All lines in the material below that hold "bends" should be found and copied.
____________
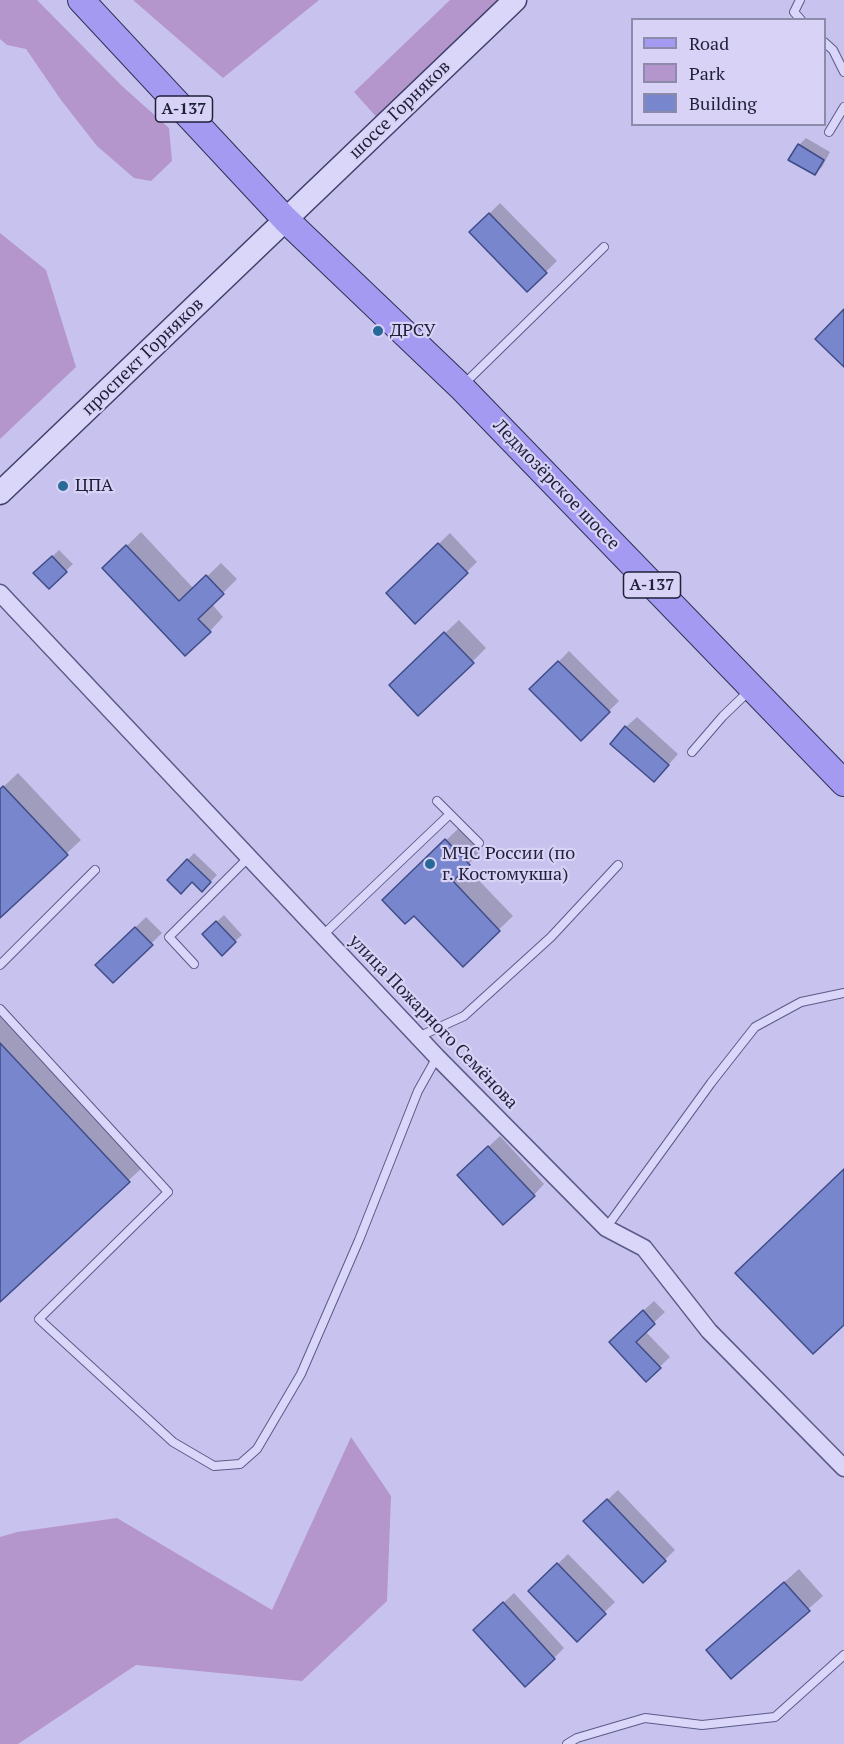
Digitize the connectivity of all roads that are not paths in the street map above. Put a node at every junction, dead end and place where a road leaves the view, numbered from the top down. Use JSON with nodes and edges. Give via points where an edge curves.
{"nodes":[{"id":1,"x":81,"y":0,"type":"edge"},
{"id":2,"x":515,"y":0,"type":"edge"},
{"id":3,"x":800,"y":0,"type":"edge"},
{"id":4,"x":799,"y":18,"type":"edge"},
{"id":5,"x":826,"y":43,"type":"edge"},
{"id":6,"x":844,"y":72,"type":"edge"},
{"id":7,"x":844,"y":107,"type":"edge"},
{"id":8,"x":829,"y":132,"type":"dead end"},
{"id":9,"x":285,"y":219,"type":"junction"},
{"id":10,"x":604,"y":247,"type":"dead end"},
{"id":11,"x":461,"y":387,"type":"junction"},
{"id":12,"x":0,"y":493,"type":"edge"},
{"id":13,"x":0,"y":593,"type":"edge"},
{"id":14,"x":752,"y":688,"type":"junction"},
{"id":15,"x":692,"y":752,"type":"dead end"},
{"id":16,"x":844,"y":783,"type":"edge"},
{"id":17,"x":437,"y":801,"type":"dead end"},
{"id":18,"x":450,"y":814,"type":"junction"},
{"id":19,"x":479,"y":843,"type":"dead end"},
{"id":20,"x":250,"y":857,"type":"junction"},
{"id":21,"x":618,"y":865,"type":"dead end"},
{"id":22,"x":95,"y":870,"type":"dead end"},
{"id":23,"x":323,"y":935,"type":"junction"},
{"id":24,"x":194,"y":964,"type":"dead end"},
{"id":25,"x":0,"y":965,"type":"edge"},
{"id":26,"x":844,"y":993,"type":"edge"},
{"id":27,"x":0,"y":1010,"type":"edge"},
{"id":28,"x":418,"y":1037,"type":"junction"},
{"id":29,"x":437,"y":1057,"type":"junction"},
{"id":30,"x":606,"y":1228,"type":"junction"},
{"id":31,"x":844,"y":1468,"type":"edge"},
{"id":32,"x":844,"y":1655,"type":"edge"},
{"id":33,"x":567,"y":1744,"type":"edge"}],
"edges":[{"from":1,"to":9,"type":"main road","number":"А-137"},
{"from":2,"to":9,"type":"main road","name":"шоссе Горняков"},
{"from":3,"to":4,"type":"lane","via":[[794,12]]},
{"from":5,"to":6,"type":"lane"},
{"from":7,"to":8,"type":"lane"},
{"from":9,"to":11,"type":"main road","name":"Ледмозёрское шоссе","number":"А-137"},
{"from":9,"to":12,"type":"main road","name":"проспект Горняков"},
{"from":10,"to":11,"type":"lane"},
{"from":11,"to":14,"type":"main road","name":"Ледмозёрское шоссе","number":"А-137"},
{"from":13,"to":20,"type":"street","name":"улица Пожарного Семёнова"},
{"from":14,"to":15,"type":"lane"},
{"from":14,"to":16,"type":"main road","name":"Ледмозёрское шоссе","number":"А-137"},
{"from":17,"to":18,"type":"lane"},
{"from":18,"to":19,"type":"lane"},
{"from":18,"to":23,"type":"lane"},
{"from":20,"to":23,"type":"street","name":"улица Пожарного Семёнова"},
{"from":20,"to":24,"type":"lane","via":[[169,937]]},
{"from":21,"to":28,"type":"lane","via":[[551,937],[464,1016]]},
{"from":22,"to":25,"type":"lane"},
{"from":23,"to":28,"type":"street","name":"улица Пожарного Семёнова"},
{"from":26,"to":30,"type":"lane","via":[[801,1002],[755,1027]]},
{"from":27,"to":29,"type":"lane","via":[[168,1192],[39,1319],[173,1442],[214,1466],[240,1464],[257,1449],[301,1374],[418,1091]]},
{"from":28,"to":29,"type":"street","name":"улица Пожарного Семёнова"},
{"from":29,"to":30,"type":"street","name":"улица Пожарного Семёнова"},
{"from":30,"to":31,"type":"street","name":"улица Пожарного Семёнова","via":[[644,1248],[709,1331]]},
{"from":32,"to":33,"type":"lane","via":[[775,1717],[702,1725],[645,1718]]}]}
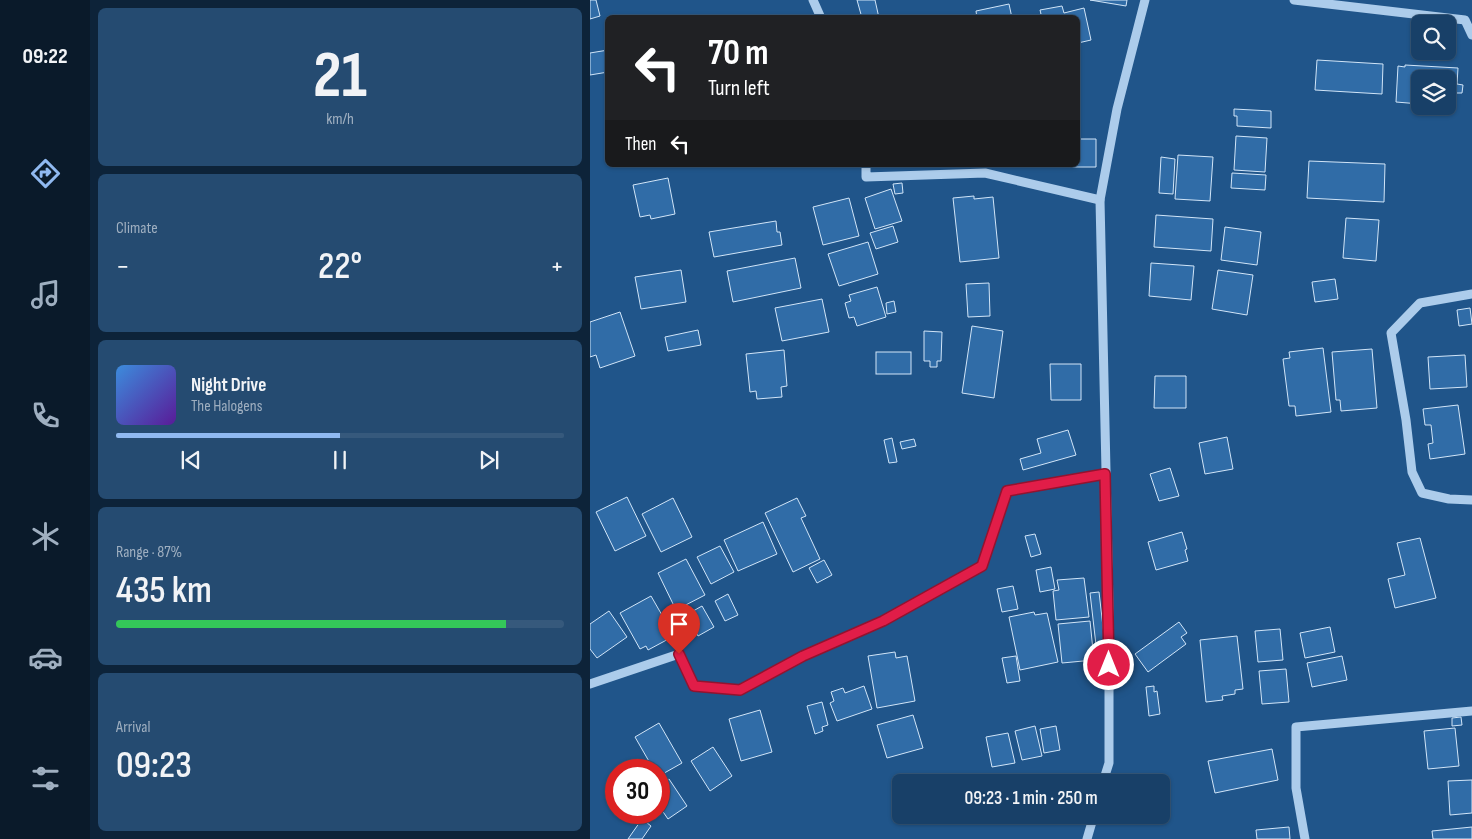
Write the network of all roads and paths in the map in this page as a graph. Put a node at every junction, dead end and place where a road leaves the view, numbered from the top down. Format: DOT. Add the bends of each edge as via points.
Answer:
graph roads {
  1 [pos="813,0"];
  2 [pos="1145,0"];
  3 [pos="1294,0"];
  4 [pos="820,15"];
  5 [pos="1472,35"];
  6 [pos="866,167"];
  7 [pos="1100,200"];
  8 [pos="1472,294"];
  9 [pos="1105,474"];
  10 [pos="1472,500"];
  11 [pos="590,684"];
  12 [pos="1472,711"];
  13 [pos="1106,774"];
  14 [pos="1091,824"];
  15 [pos="1087,839"];
  16 [pos="1305,839"];
  1 -- 4 [label="street"];
  2 -- 7 [label="street" via="1117,109"];
  3 -- 5 [label="street" via="1465,20"];
  6 -- 7 [label="street" via="866,177 985,173"];
  7 -- 9 [label="street"];
  8 -- 10 [label="street" via="1420,303 1391,333 1412,472 1422,493 1449,500"];
  9 -- 11 [label="street" via="1007,491 982,566 883,621 803,656 740,690 694,686 679,654"];
  9 -- 13 [label="street" via="1109,606 1109,763"];
  12 -- 16 [label="street" via="1296,728 1296,788"];
  14 -- 15 [label="street"];
}
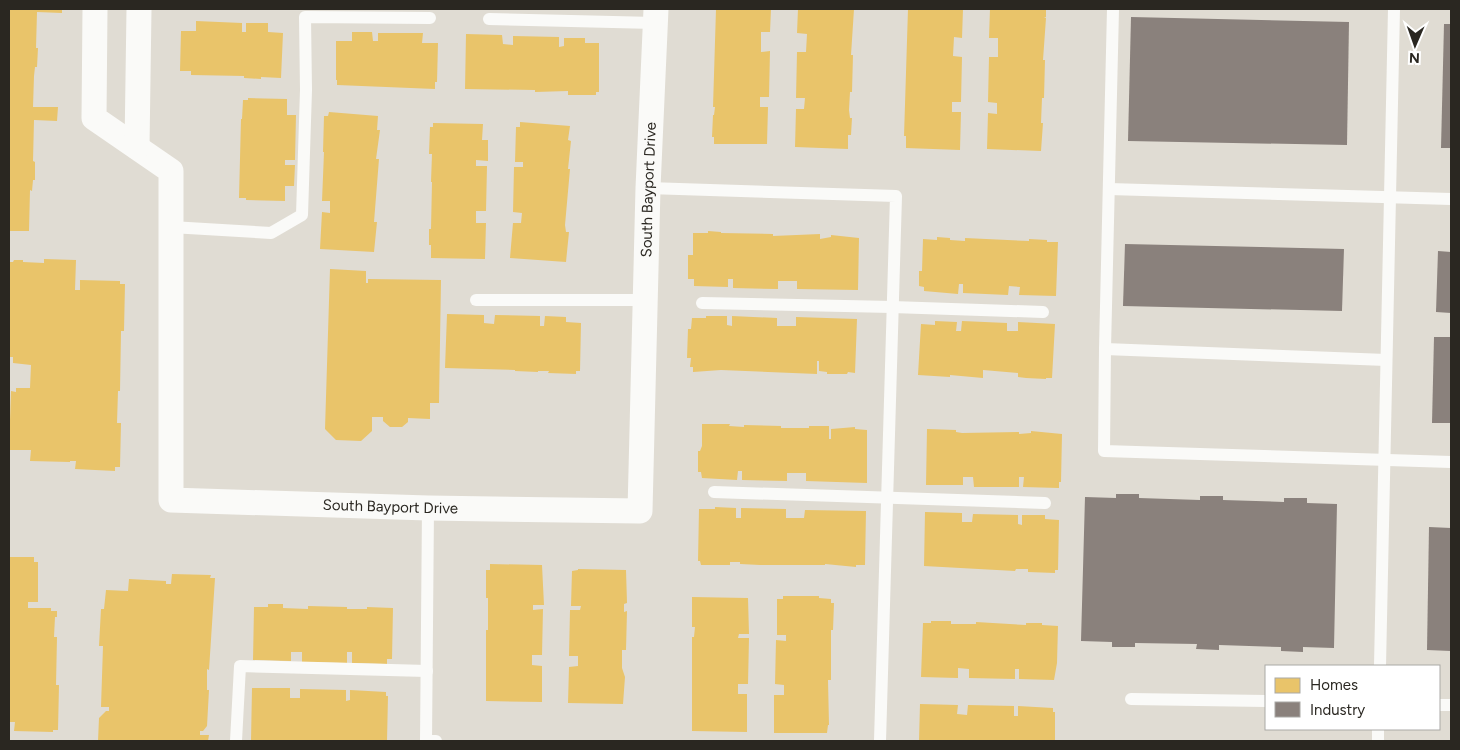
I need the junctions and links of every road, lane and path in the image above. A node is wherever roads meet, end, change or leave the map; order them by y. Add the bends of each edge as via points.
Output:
1 (95, 9) edge
2 (139, 9) edge
3 (1113, 9) edge
4 (1394, 9) edge
5 (656, 16) edge
6 (430, 18) dead end
7 (489, 18) dead end
8 (137, 147) junction
9 (648, 188) junction
10 (1109, 189) junction
11 (1390, 198) junction
12 (1451, 199) edge
13 (171, 227) junction
14 (476, 300) dead end
15 (645, 300) junction
16 (702, 303) dead end
17 (892, 306) junction
18 (1043, 312) dead end
19 (1105, 349) junction
20 (1386, 360) junction
21 (1384, 459) junction
22 (1451, 462) edge
23 (714, 492) dead end
24 (887, 499) junction
25 (1045, 503) dead end
26 (428, 508) junction
27 (1380, 665) edge
28 (426, 671) junction
29 (1131, 699) dead end
30 (1265, 701) edge
31 (236, 741) edge
32 (436, 741) edge
33 (880, 741) edge

1 - 8 street, South Bayport Drive via 94,118
2 - 8 street
3 - 10 lane
4 - 11 lane
5 - 7 lane
5 - 9 street, South Bayport Drive
6 - 13 lane via 305,17 302,215 271,233
8 - 13 street, South Bayport Drive via 170,171
9 - 15 street, South Bayport Drive
9 - 17 lane via 896,196
10 - 11 lane
10 - 19 lane
11 - 12 lane
11 - 20 lane
13 - 26 street, South Bayport Drive via 171,500
14 - 15 lane
15 - 26 street, South Bayport Drive via 640,511
16 - 17 lane
17 - 18 lane
17 - 24 lane
19 - 20 lane
19 - 21 lane via 1104,451
20 - 21 lane
21 - 22 lane
21 - 27 lane
23 - 24 lane
24 - 25 lane
24 - 33 lane
26 - 28 lane
28 - 31 lane via 240,666
28 - 32 lane via 426,741
29 - 30 lane

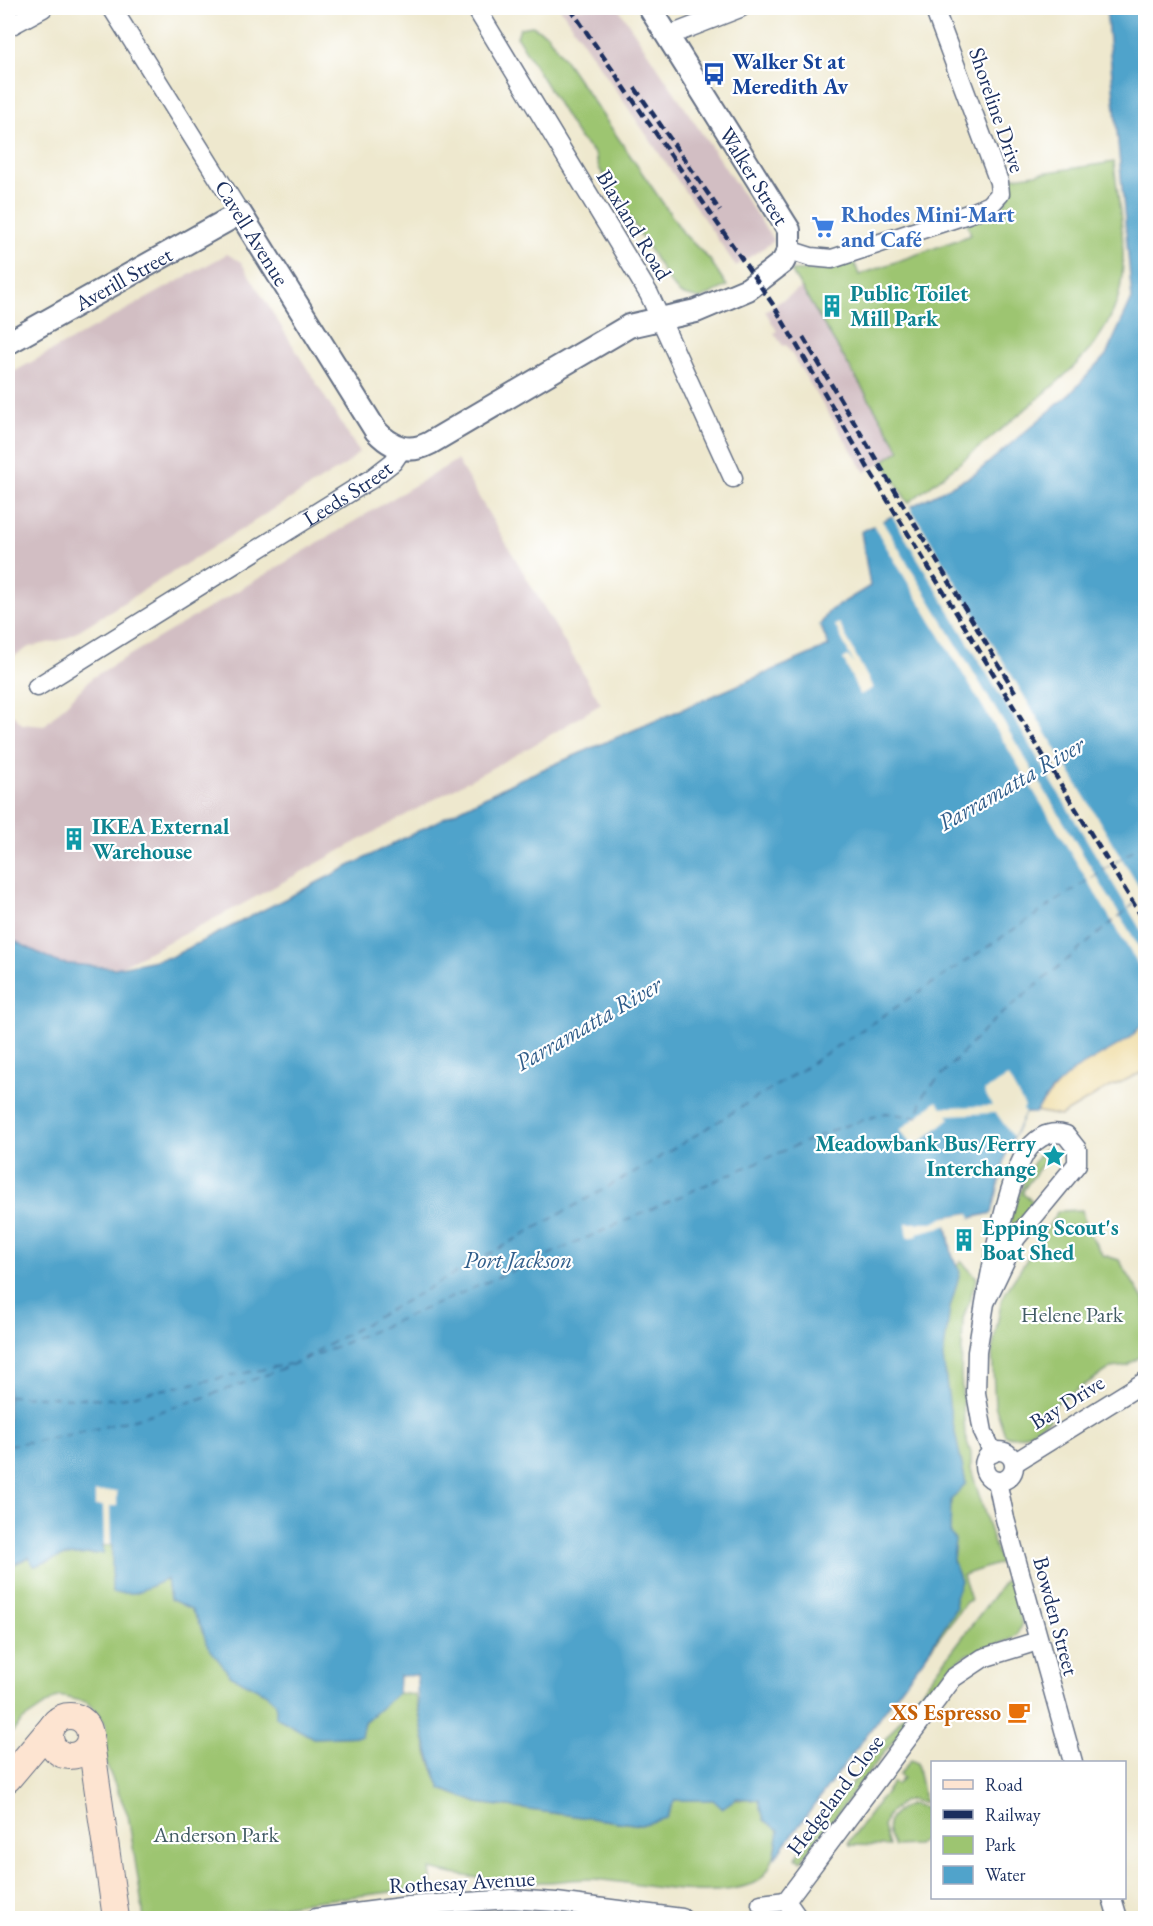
____________
Result of the task
Write the network of all roads and paths in the map in this page as a graph. Put a node at every junction, dead end and place where a road leaves the view, numbered from the top down. Format: DOT. Add the bends of each edge as via points.
I need the junctions and links of every road, lane and path in the image above. A node is wherever roads meet, end, change or leave the map; order them by y. Add the bends of each edge as via points.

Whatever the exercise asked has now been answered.